宇良関と木瀬部屋について
レスリングと相撲で力を蓄えた宇良関
宇良関は平成4年6月生まれの24歳で、大関の豪栄道関と同じ大阪府寝屋川市で誕生しました。相撲歴は20年で相撲一筋に近い少年時代を過ごしました。並行してレスリングも中学までやっていましたが、相撲が一昔前まで英語でジャパニーズ・レスリングと呼ばれていたことや、レスリングでも相手と組んで技を繰り出すなど相撲に応用できる点があることを考えれば相撲一筋といっても過言ではないかと思います。現に、宇良関も相手の懐に潜り込むなどの相撲展開はレスリングから得たものであると考えられます。入門したのは今から2年前の春場所で関西学院大学から木瀬部屋に入りました。

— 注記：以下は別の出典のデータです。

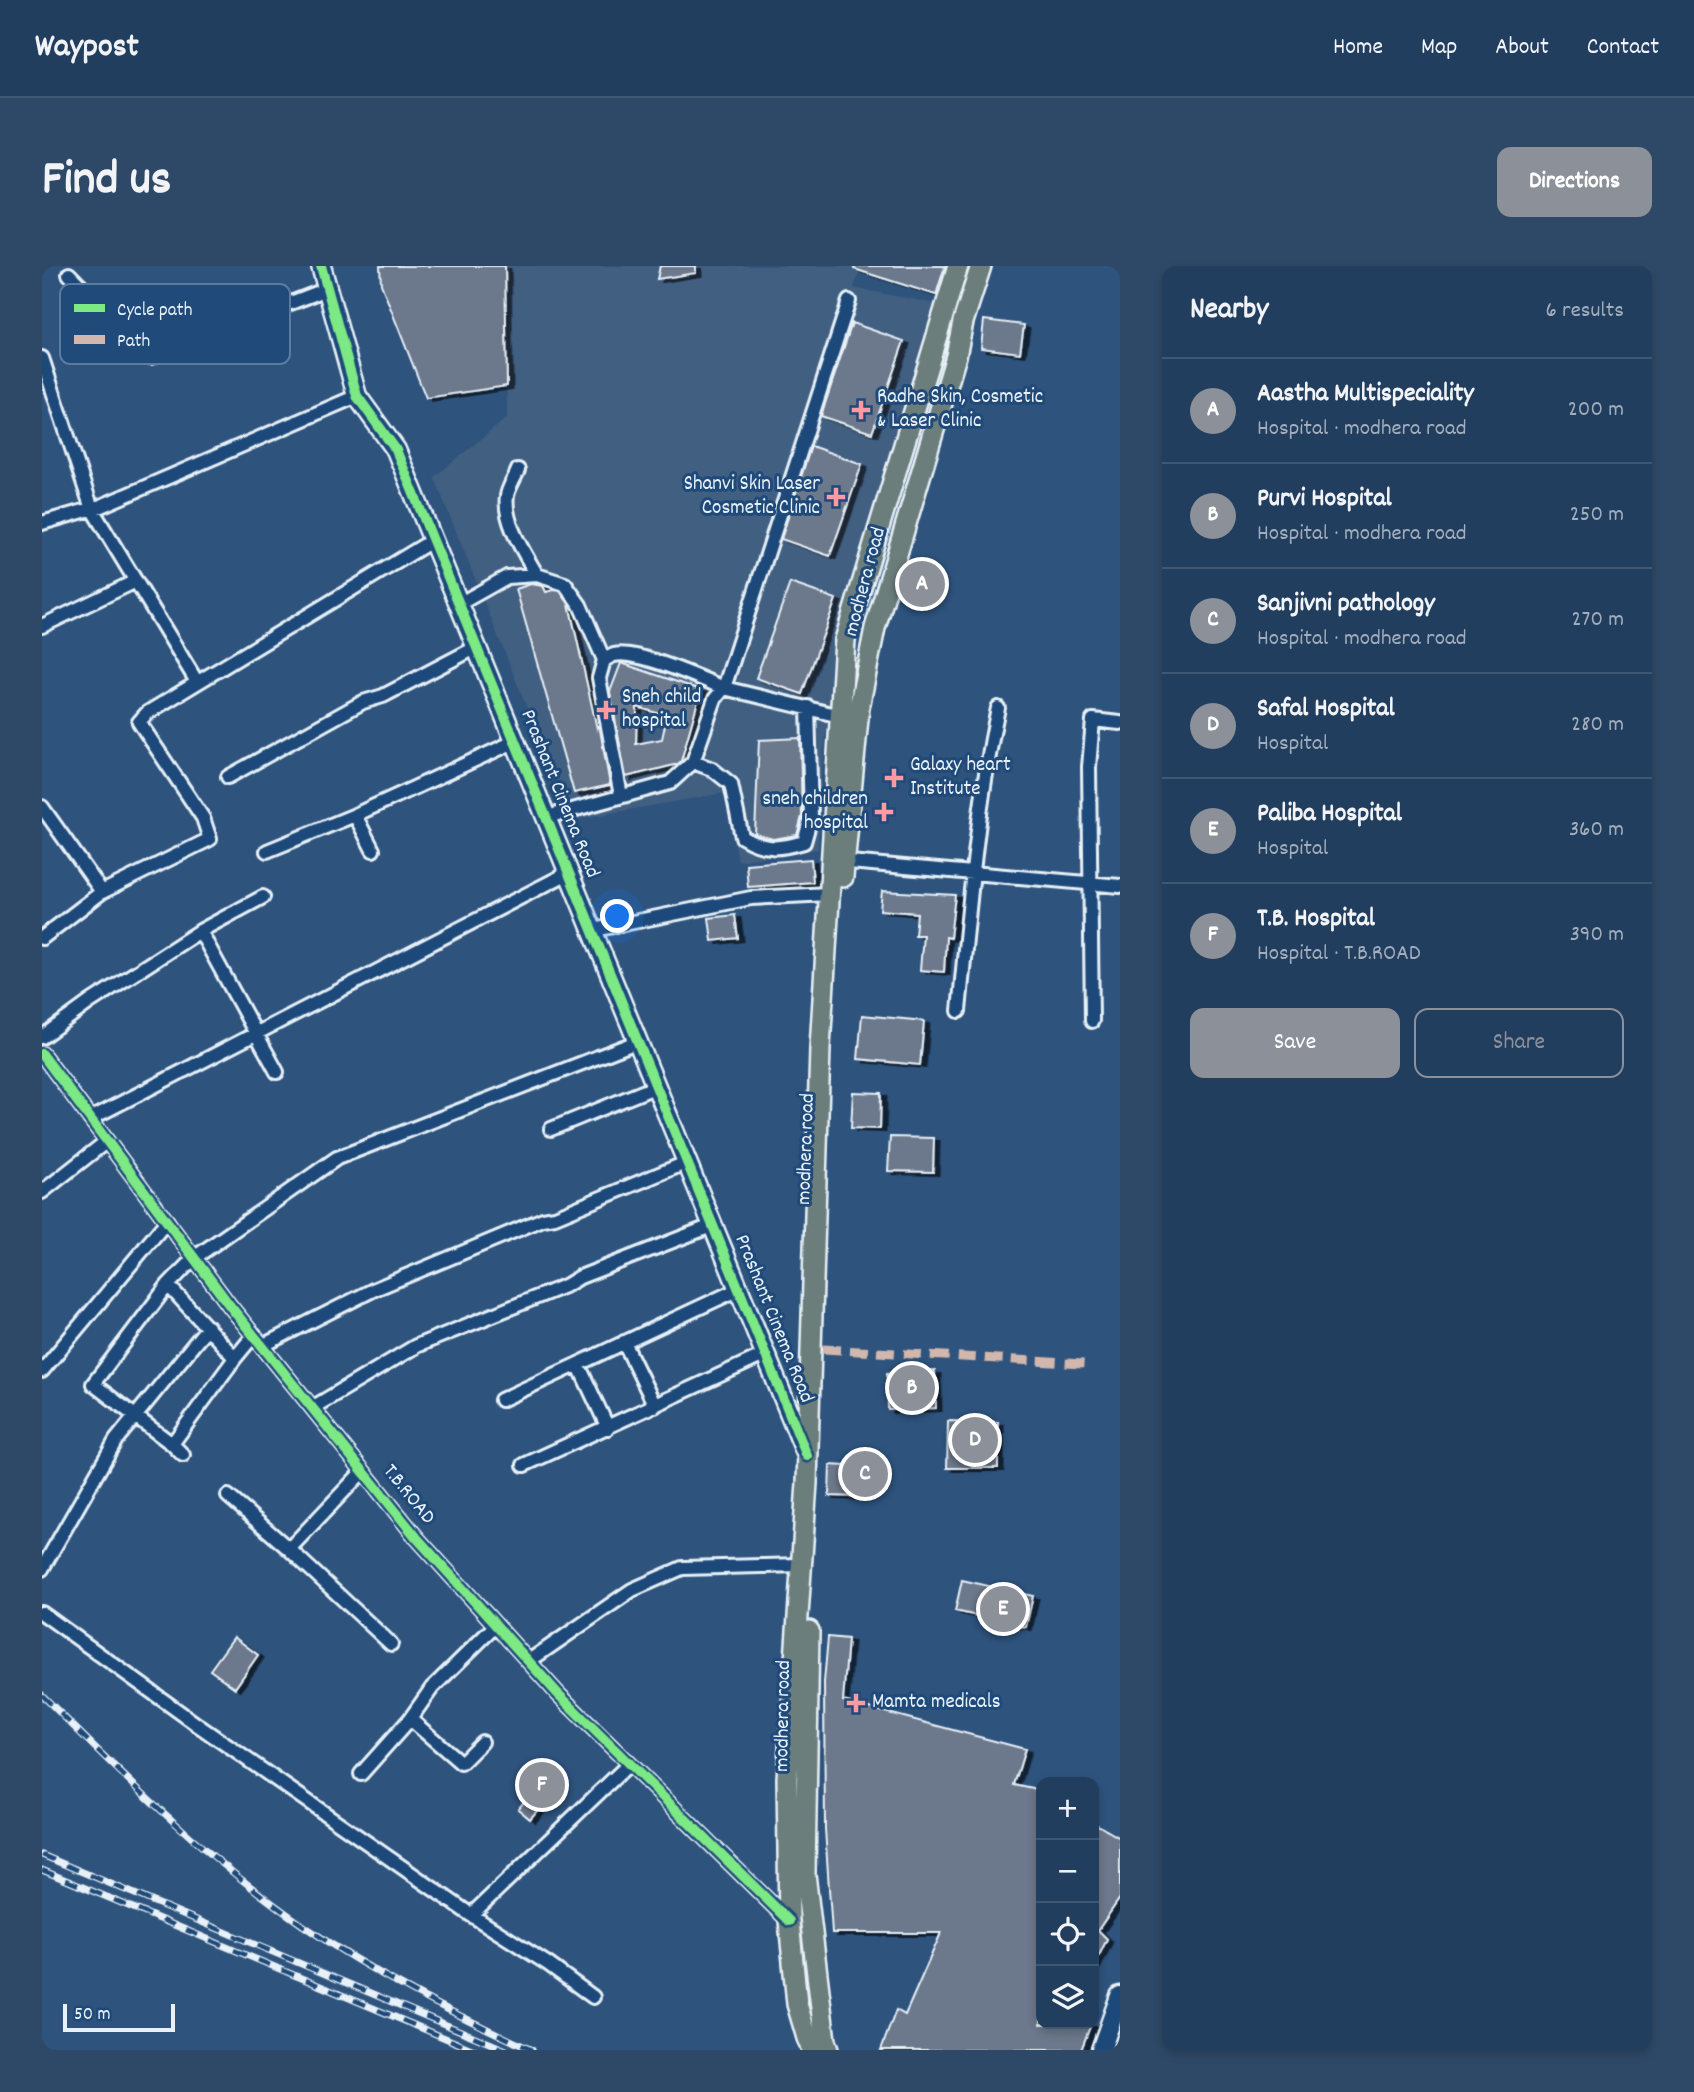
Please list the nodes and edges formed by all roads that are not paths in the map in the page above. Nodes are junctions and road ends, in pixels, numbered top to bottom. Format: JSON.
{"nodes":[{"id":1,"x":321,"y":266,"type":"edge"},
{"id":2,"x":958,"y":266,"type":"edge"},
{"id":3,"x":981,"y":266,"type":"edge"},
{"id":4,"x":69,"y":274,"type":"dead end"},
{"id":5,"x":79,"y":284,"type":"edge"},
{"id":6,"x":327,"y":289,"type":"junction"},
{"id":7,"x":849,"y":302,"type":"dead end"},
{"id":8,"x":290,"y":303,"type":"edge"},
{"id":9,"x":42,"y":358,"type":"edge"},
{"id":10,"x":357,"y":396,"type":"junction"},
{"id":11,"x":519,"y":470,"type":"dead end"},
{"id":12,"x":92,"y":509,"type":"junction"},
{"id":13,"x":42,"y":523,"type":"edge"},
{"id":14,"x":433,"y":540,"type":"junction"},
{"id":15,"x":537,"y":575,"type":"junction"},
{"id":16,"x":136,"y":581,"type":"junction"},
{"id":17,"x":459,"y":604,"type":"junction"},
{"id":18,"x":42,"y":626,"type":"edge"},
{"id":19,"x":477,"y":647,"type":"junction"},
{"id":20,"x":604,"y":660,"type":"junction"},
{"id":21,"x":197,"y":682,"type":"junction"},
{"id":22,"x":724,"y":688,"type":"junction"},
{"id":23,"x":808,"y":708,"type":"junction"},
{"id":24,"x":998,"y":708,"type":"dead end"},
{"id":25,"x":840,"y":716,"type":"junction"},
{"id":26,"x":1120,"y":723,"type":"edge"},
{"id":27,"x":516,"y":741,"type":"junction"},
{"id":28,"x":693,"y":762,"type":"junction"},
{"id":29,"x":228,"y":777,"type":"dead end"},
{"id":30,"x":621,"y":796,"type":"junction"},
{"id":31,"x":42,"y":807,"type":"edge"},
{"id":32,"x":355,"y":815,"type":"junction"},
{"id":33,"x":547,"y":817,"type":"junction"},
{"id":34,"x":373,"y":850,"type":"dead end"},
{"id":35,"x":268,"y":851,"type":"dead end"},
{"id":36,"x":838,"y":861,"type":"junction"},
{"id":37,"x":570,"y":872,"type":"junction"},
{"id":38,"x":973,"y":873,"type":"junction"},
{"id":39,"x":1090,"y":883,"type":"junction"},
{"id":40,"x":1120,"y":886,"type":"edge"},
{"id":41,"x":102,"y":892,"type":"junction"},
{"id":42,"x":829,"y":894,"type":"junction"},
{"id":43,"x":263,"y":897,"type":"dead end"},
{"id":44,"x":594,"y":930,"type":"junction"},
{"id":45,"x":200,"y":931,"type":"junction"},
{"id":46,"x":42,"y":938,"type":"edge"},
{"id":47,"x":959,"y":1011,"type":"dead end"},
{"id":48,"x":1092,"y":1021,"type":"dead end"},
{"id":49,"x":256,"y":1034,"type":"junction"},
{"id":50,"x":42,"y":1037,"type":"edge"},
{"id":51,"x":639,"y":1041,"type":"junction"},
{"id":52,"x":42,"y":1054,"type":"edge"},
{"id":53,"x":277,"y":1072,"type":"dead end"},
{"id":54,"x":657,"y":1086,"type":"junction"},
{"id":55,"x":90,"y":1119,"type":"junction"},
{"id":56,"x":551,"y":1129,"type":"dead end"},
{"id":57,"x":107,"y":1141,"type":"junction"},
{"id":58,"x":688,"y":1162,"type":"junction"},
{"id":59,"x":42,"y":1192,"type":"edge"},
{"id":60,"x":167,"y":1222,"type":"junction"},
{"id":61,"x":714,"y":1225,"type":"junction"},
{"id":62,"x":194,"y":1258,"type":"junction"},
{"id":63,"x":168,"y":1285,"type":"junction"},
{"id":64,"x":740,"y":1289,"type":"junction"},
{"id":65,"x":208,"y":1326,"type":"junction"},
{"id":66,"x":258,"y":1341,"type":"junction"},
{"id":67,"x":624,"y":1342,"type":"junction"},
{"id":68,"x":766,"y":1354,"type":"junction"},
{"id":69,"x":235,"y":1358,"type":"junction"},
{"id":70,"x":578,"y":1364,"type":"junction"},
{"id":71,"x":42,"y":1371,"type":"edge"},
{"id":72,"x":501,"y":1400,"type":"dead end"},
{"id":73,"x":655,"y":1406,"type":"junction"},
{"id":74,"x":312,"y":1408,"type":"junction"},
{"id":75,"x":135,"y":1414,"type":"junction"},
{"id":76,"x":608,"y":1428,"type":"junction"},
{"id":77,"x":172,"y":1444,"type":"junction"},
{"id":78,"x":183,"y":1455,"type":"dead end"},
{"id":79,"x":807,"y":1456,"type":"junction"},
{"id":80,"x":524,"y":1465,"type":"dead end"},
{"id":81,"x":363,"y":1471,"type":"junction"},
{"id":82,"x":228,"y":1496,"type":"dead end"},
{"id":83,"x":289,"y":1549,"type":"junction"},
{"id":84,"x":801,"y":1565,"type":"junction"},
{"id":85,"x":42,"y":1569,"type":"edge"},
{"id":86,"x":42,"y":1613,"type":"edge"},
{"id":87,"x":496,"y":1625,"type":"junction"},
{"id":88,"x":390,"y":1644,"type":"dead end"},
{"id":89,"x":528,"y":1661,"type":"junction"},
{"id":90,"x":410,"y":1719,"type":"junction"},
{"id":91,"x":482,"y":1742,"type":"dead end"},
{"id":92,"x":629,"y":1764,"type":"junction"},
{"id":93,"x":361,"y":1774,"type":"dead end"},
{"id":94,"x":471,"y":1915,"type":"junction"},
{"id":95,"x":789,"y":1921,"type":"junction"},
{"id":96,"x":1120,"y":1996,"type":"edge"},
{"id":97,"x":593,"y":1997,"type":"dead end"},
{"id":98,"x":813,"y":2050,"type":"edge"},
{"id":99,"x":828,"y":2050,"type":"edge"},
{"id":100,"x":1101,"y":2050,"type":"edge"}],
"edges":[{"from":1,"to":6,"type":"street","name":"Prashant Cinema Road"},
{"from":2,"to":25,"type":"main road"},
{"from":3,"to":36,"type":"main road","name":"modhera road"},
{"from":4,"to":5,"type":"street"},
{"from":6,"to":8,"type":"street"},
{"from":6,"to":10,"type":"street","name":"Prashant Cinema Road"},
{"from":7,"to":22,"type":"street"},
{"from":9,"to":12,"type":"street"},
{"from":10,"to":12,"type":"street"},
{"from":10,"to":14,"type":"street","name":"Prashant Cinema Road"},
{"from":11,"to":15,"type":"street"},
{"from":12,"to":13,"type":"street"},
{"from":12,"to":16,"type":"street"},
{"from":14,"to":17,"type":"street","name":"Prashant Cinema Road"},
{"from":14,"to":21,"type":"street"},
{"from":15,"to":17,"type":"street"},
{"from":15,"to":20,"type":"street"},
{"from":16,"to":18,"type":"street"},
{"from":16,"to":21,"type":"street"},
{"from":17,"to":19,"type":"street","name":"Prashant Cinema Road"},
{"from":19,"to":27,"type":"street","name":"Prashant Cinema Road"},
{"from":19,"to":29,"type":"street"},
{"from":20,"to":22,"type":"street"},
{"from":20,"to":30,"type":"street"},
{"from":21,"to":41,"type":"street"},
{"from":22,"to":23,"type":"street"},
{"from":22,"to":28,"type":"street"},
{"from":23,"to":25,"type":"street"},
{"from":23,"to":28,"type":"street"},
{"from":24,"to":38,"type":"street"},
{"from":25,"to":36,"type":"main road"},
{"from":26,"to":39,"type":"street"},
{"from":27,"to":32,"type":"street"},
{"from":27,"to":33,"type":"street","name":"Prashant Cinema Road"},
{"from":28,"to":30,"type":"street"},
{"from":30,"to":33,"type":"street"},
{"from":31,"to":41,"type":"street"},
{"from":32,"to":34,"type":"street"},
{"from":32,"to":35,"type":"street"},
{"from":33,"to":37,"type":"street","name":"Prashant Cinema Road"},
{"from":36,"to":38,"type":"street"},
{"from":36,"to":42,"type":"main road"},
{"from":36,"to":99,"type":"main road","name":"modhera road"},
{"from":37,"to":44,"type":"street","name":"Prashant Cinema Road"},
{"from":37,"to":49,"type":"street"},
{"from":38,"to":39,"type":"street"},
{"from":38,"to":47,"type":"street"},
{"from":39,"to":40,"type":"street"},
{"from":39,"to":48,"type":"street"},
{"from":41,"to":46,"type":"street"},
{"from":42,"to":44,"type":"street"},
{"from":42,"to":79,"type":"main road"},
{"from":43,"to":45,"type":"street"},
{"from":44,"to":51,"type":"street","name":"Prashant Cinema Road"},
{"from":45,"to":49,"type":"street"},
{"from":45,"to":50,"type":"street"},
{"from":49,"to":53,"type":"street"},
{"from":49,"to":55,"type":"street"},
{"from":51,"to":54,"type":"street","name":"Prashant Cinema Road"},
{"from":51,"to":62,"type":"street"},
{"from":52,"to":55,"type":"street","name":"T.B.ROAD"},
{"from":54,"to":56,"type":"street"},
{"from":54,"to":58,"type":"street","name":"Prashant Cinema Road"},
{"from":55,"to":57,"type":"street","name":"T.B.ROAD"},
{"from":57,"to":59,"type":"street"},
{"from":57,"to":60,"type":"street","name":"T.B.ROAD"},
{"from":58,"to":61,"type":"street","name":"Prashant Cinema Road"},
{"from":58,"to":66,"type":"street"},
{"from":60,"to":62,"type":"street","name":"T.B.ROAD"},
{"from":60,"to":71,"type":"street"},
{"from":61,"to":64,"type":"street","name":"Prashant Cinema Road"},
{"from":61,"to":74,"type":"street"},
{"from":62,"to":63,"type":"street"},
{"from":62,"to":66,"type":"street","name":"T.B.ROAD"},
{"from":63,"to":65,"type":"street"},
{"from":63,"to":75,"type":"street"},
{"from":64,"to":67,"type":"street"},
{"from":64,"to":68,"type":"street","name":"Prashant Cinema Road"},
{"from":65,"to":69,"type":"street"},
{"from":65,"to":75,"type":"street"},
{"from":66,"to":69,"type":"street"},
{"from":66,"to":74,"type":"street","name":"T.B.ROAD"},
{"from":67,"to":70,"type":"street"},
{"from":67,"to":73,"type":"street"},
{"from":68,"to":73,"type":"street"},
{"from":68,"to":79,"type":"street","name":"Prashant Cinema Road"},
{"from":69,"to":77,"type":"street"},
{"from":70,"to":72,"type":"street"},
{"from":70,"to":76,"type":"street"},
{"from":73,"to":76,"type":"street"},
{"from":74,"to":81,"type":"street","name":"T.B.ROAD"},
{"from":75,"to":77,"type":"street"},
{"from":75,"to":85,"type":"street"},
{"from":76,"to":80,"type":"street"},
{"from":77,"to":78,"type":"street"},
{"from":79,"to":84,"type":"main road"},
{"from":81,"to":83,"type":"street"},
{"from":81,"to":87,"type":"street","name":"T.B.ROAD"},
{"from":82,"to":83,"type":"street"},
{"from":83,"to":88,"type":"street"},
{"from":84,"to":89,"type":"street"},
{"from":84,"to":95,"type":"main road"},
{"from":86,"to":94,"type":"street"},
{"from":87,"to":89,"type":"street","name":"T.B.ROAD"},
{"from":87,"to":90,"type":"street"},
{"from":89,"to":92,"type":"street","name":"T.B.ROAD"},
{"from":90,"to":91,"type":"street"},
{"from":90,"to":93,"type":"street"},
{"from":92,"to":94,"type":"street"},
{"from":92,"to":95,"type":"street","name":"T.B.ROAD"},
{"from":94,"to":97,"type":"street"},
{"from":95,"to":98,"type":"main road"},
{"from":96,"to":100,"type":"street"}]}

出典:http://www.sumo.or.jp/ResultRikishiData/profile?id=3616
レスリングを応用した取り組み内容が斬新で面白い
宇良関と言えば、なんといっても超軽量な体から繰り出す多彩な技と、相撲とは思えないような取り組み内容を見せてくれるのが特徴といえると思います。体重を増やした今でも127kgしかなく、現役の関取では石浦関、照強関、里山関に次いで4番目に軽い力士です。相撲の取り組みでは、最近は押しや寄りなどの正攻的な内容が増えてきましたが、十両に上がった当初は、このような内容は少なく、立ち合いに最初から足取りを狙ってぶつかって行ったり、上体をのけぞって攻撃をかわしたりするなどの内容が多かったです。相撲界では反り技を狙おうとしても先に自分の手などがついて自滅する可能性が高く、めったに決まりませんが、宇良関の場合はそれを得意に1つにしていて、今年の初場所では関取で初めて襷反りの決まり手で天風を破りました。ちなみに、この場所で11勝を東十両3枚目で上げたため、次の春場所での新入幕が期待されています。また、通常の土俵展開としては押し合いになったり、技の掛け合いになったりして常に動き続けていることが多く、止まる場合でもお互いに組んだ状態であることが多いですが、組もうともせずに離れてじっと窺い続けている状態になることもしばしば見受けられ、まさにレスリングの試合を見ているような感じです。このような例は同じ軽量力士の石浦関でもありました。
木瀬部屋師匠の元肥後ノ海関について
宇良関が所属している木瀬部屋の師匠は元肥後ノ海関です。肥後ノ海関は昭和44年9月に熊本市で生まれ、現在47歳です。日本大学4年生の時に全日本学生相撲選手権大会で優勝した実績から、平成4年1月に幕下付け出しで、元大関増井山関が師匠を務める三保ヶ関部屋に入門しました。ちなみに、同じ熊本出身で、同じ道を歩んできた力士として現尾上部屋師匠の元小結濱ノ嶋関がいます。入門して1年少しで新入幕を果たし、左四つになってからの右からの上手投げや寄りを強みとしていましたが、怪我の影響などで前頭筆頭が最高位でした。現役生活は、ほぼ11年でしたが、その中で第64代横綱曙関と第65代横綱貴乃花関から1つずつ金星を取るなどの活躍を見せました。引退してからは部屋付き親方として指導していましたが、引退の1年後に独立して木瀬部屋を興しました。
木瀬部屋は大所帯で関取も多い
この木瀬部屋は両国国技館のある墨田区内にあり、国技館まで徒歩15分程度と近い位置に部屋を構えています。周辺には首都高速が上を通っている川が流れています。
木瀬部屋には現在、宇良関の他に幕内では体重が200kgを超える巨漢ですが、取組後に表情をはっきりと表すことで人気になっている臥牙丸関がいます。また、十両では英乃海関、徳勝龍関、希善龍関も活躍しており、これら5人の関取を始め力士が35人も在籍しており、いわゆる大所帯となっています。過去に経験したり、在籍したりした力士を含めると11人も関取を輩出しています。さらに去年には出羽海部屋で相撲を取っていた元小結普天王関の稲川親方も移籍して力士の指導を務めています。ここに三段目に匹敵する階級の床山と呼出が1人ずつ在籍しているので、少なくとも40人が共同生活をしていることになります。大所帯であるため単独で一般に対して催しを行っているケースがあり、具体的には東京都内でちゃんこ鍋の会というイベントが一般公開として開かれており、朝稽古の様子を見学でき、そのあとにちゃんこ鍋を食べることができます。このちゃんこ鍋は味噌ベースであっさりしているのが特徴です。